Triplet Code: Each codon consists of three nucleotides.
Non-overlapping: Codons are read one after another without overlap.
Degenerate: Multiple codons can specify the same amino acid (redundancy).
Universal: Nearly all organisms use the same code.
Start Codon: AUG (methionine; in bacteria, N-formylmethionine/fMet).
Stop Codons: UAA, UAG, UGA (signal termination of translation).

Reading Frames
mRNA can be read in three possible reading frames, but only one is correct for a given gene. The start codon (AUG) establishes the reading frame. Shifting the frame (frameshift mutation) alters the downstream amino acid sequence.

Translation: Mechanism and Stages
Stages of Translation in Prokaryotes
Translation occurs in three main stages: initiation, elongation, and termination.
Initiation: Small ribosomal subunit binds the Shine–Dalgarno sequence on mRNA; initiator tRNA (fMet–tRNA) pairs with AUG in the P site; large subunit joins to form the complete ribosome.
Elongation: Charged tRNA enters the A site; peptidyl transferase forms peptide bonds; ribosome translocates one codon; uncharged tRNA exits from the E site.
Termination: Stop codon enters the A site; release factors bind, triggering polypeptide release and ribosome disassembly.

Initiation: The Shine–Dalgarno Sequence
The Shine–Dalgarno (SD) sequence is a purine-rich region in the 5′ UTR of bacterial mRNA. It base-pairs with the 16S rRNA of the small ribosomal subunit, positioning the start codon (AUG) in the P site for accurate initiation.
Typical SD sequence: AGGAGG
Located 5–10 nucleotides upstream of the start codon
Strength of SD–rRNA pairing affects translation efficiency

tRNA: The Adaptor Molecule
Transfer RNA (tRNA) molecules link mRNA codons to their corresponding amino acids during translation. Each tRNA has a specific anticodon that base-pairs with a codon on the mRNA and carries a specific amino acid at its 3′ end.
Anticodon: Three-base sequence complementary to the mRNA codon.
Aminoacyl-tRNA synthetases: Enzymes that attach the correct amino acid to each tRNA.

Codons and Anticodons
Codons are found on mRNA, while anticodons are found on tRNA. Their base-pairing ensures the correct amino acid is incorporated into the growing polypeptide chain.
Example: If the mRNA codon is 5′–AUG–3′, the tRNA anticodon is 3′–UAC–5′.

Ribosome Structure and tRNA Binding Sites
The ribosome has three binding sites for tRNA:
A site (Aminoacyl): Entry site for charged tRNA.
P site (Peptidyl): Holds tRNA with the growing polypeptide chain.
E site (Exit): Site where uncharged tRNA exits the ribosome.

Elongation Cycle
During elongation, the ribosome moves along the mRNA in the 5′ to 3′ direction, adding one amino acid per codon.
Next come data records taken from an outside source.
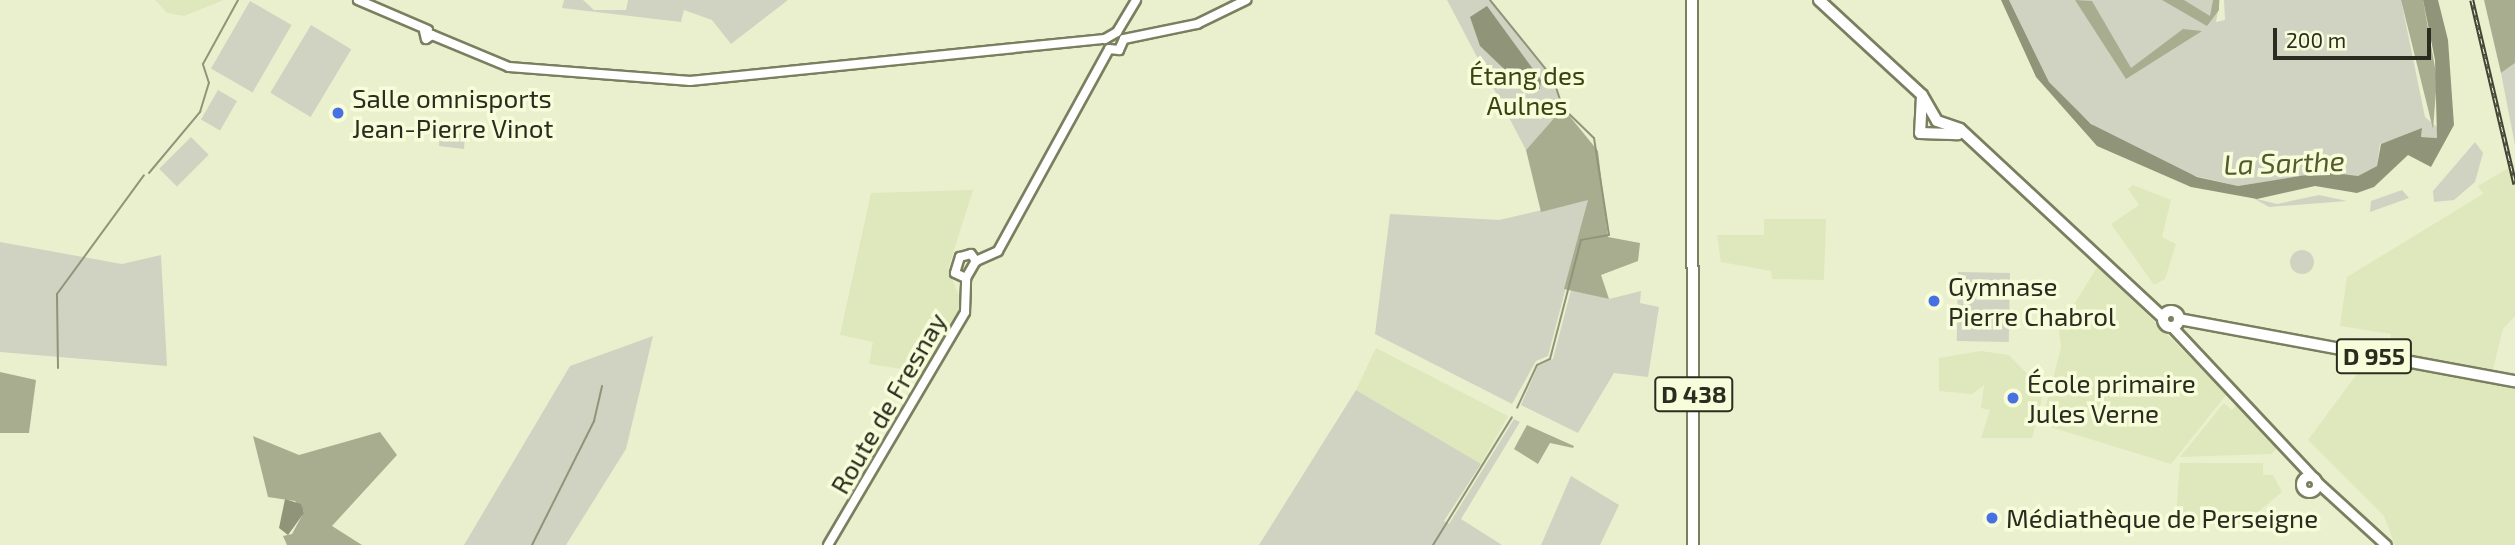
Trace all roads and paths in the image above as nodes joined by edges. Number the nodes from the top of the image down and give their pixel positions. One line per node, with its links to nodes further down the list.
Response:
1 (358, 0): 7 (street)
2 (1136, 0): 6 (street)
3 (1246, 0): 8 (street)
4 (1694, 0): 15 (main road, D 438)
5 (1819, 0): 12 (main road)
6 (1117, 32): 7 (street); 8 (street)
7 (1105, 39): 9 (street)
8 (1124, 39): 9 (street)
9 (1109, 49): 10 (street)
10 (976, 261): 11 (street); 11 (street, Route de Fresnay)
11 (966, 278): 14 (street, Route de Fresnay)
12 (2176, 323): 13 (main road, D 955); 16 (main road)
13 (2515, 381)
14 (828, 545)
15 (1693, 545)
16 (2386, 545)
Peptidyl transferase catalyzes peptide bond formation, and translocation shifts the ribosome to the next codon.

Termination of Translation
Translation ends when a stop codon enters the A site. No tRNA matches these codons; instead, release factors bind, triggering hydrolysis of the bond between the peptide and tRNA, releasing the polypeptide and disassembling the ribosome.
Release Factors: RF1 or RF2 recognize stop codons; RF3 + GTP promote ribosome disassembly.

Practice: Using the Genetic Code
Translating mRNA Sequences
To translate an mRNA sequence, identify the start codon (AUG), read codons in the correct frame, and use the genetic code table to determine the amino acid sequence. Translation stops at the first stop codon encountered.
Example: mRNA 5′–AUG GGC UUU UAA–3′ translates to Met – Gly – Phe – Stop.
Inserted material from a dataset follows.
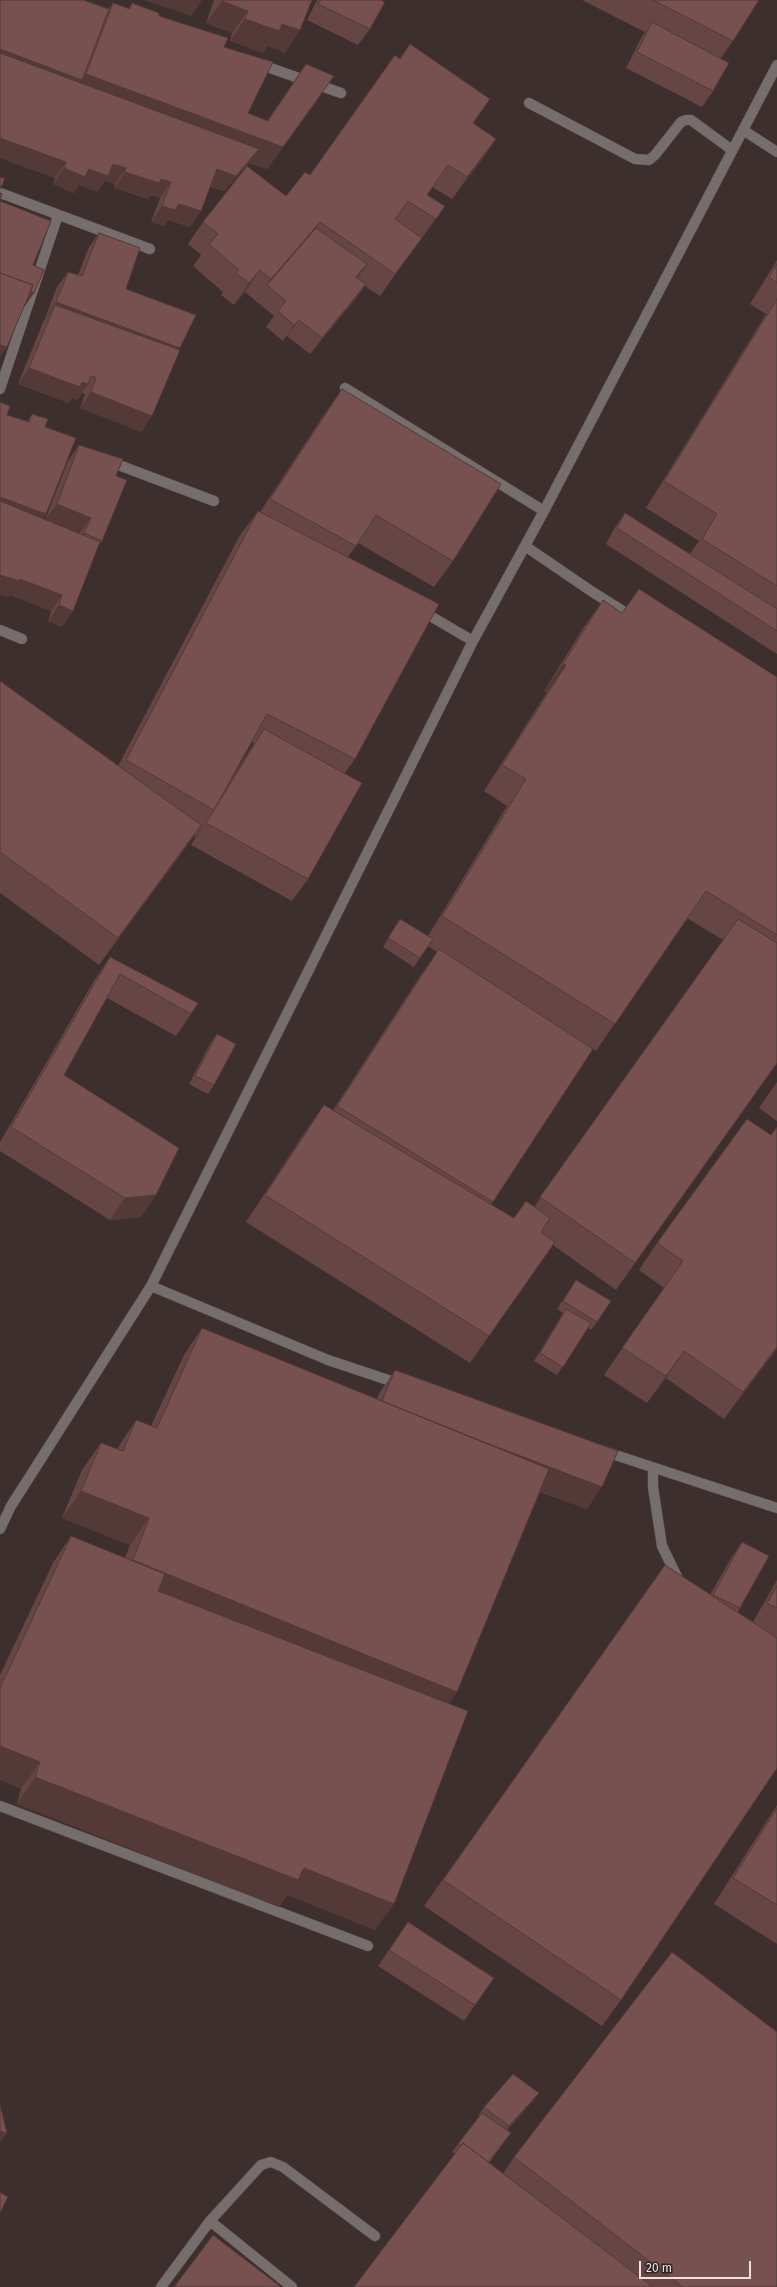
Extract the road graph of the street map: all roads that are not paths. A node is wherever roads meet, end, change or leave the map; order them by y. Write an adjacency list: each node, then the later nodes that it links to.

Summary Table: Key Features of Prokaryotic Translation
Feature | Description |
|---|---|
Start Codon | AUG (codes for fMet in bacteria) |
Stop Codons | UAA, UAG, UGA |
Shine–Dalgarno Sequence | Purine-rich sequence in 5′ UTR; aligns ribosome with start codon |
tRNA | Adaptor molecule with anticodon and amino acid attachment site |
Ribosome Sites | A (aminoacyl), P (peptidyl), E (exit) |
Release Factors | RF1, RF2, RF3 (terminate translation) |
Additional info:
In prokaryotes, the first methionine is formylated (fMet) to distinguish the start of translation from internal methionines.
Frameshift mutations can result from insertions or deletions that are not multiples of three nucleotides, altering the reading frame and potentially producing nonfunctional proteins.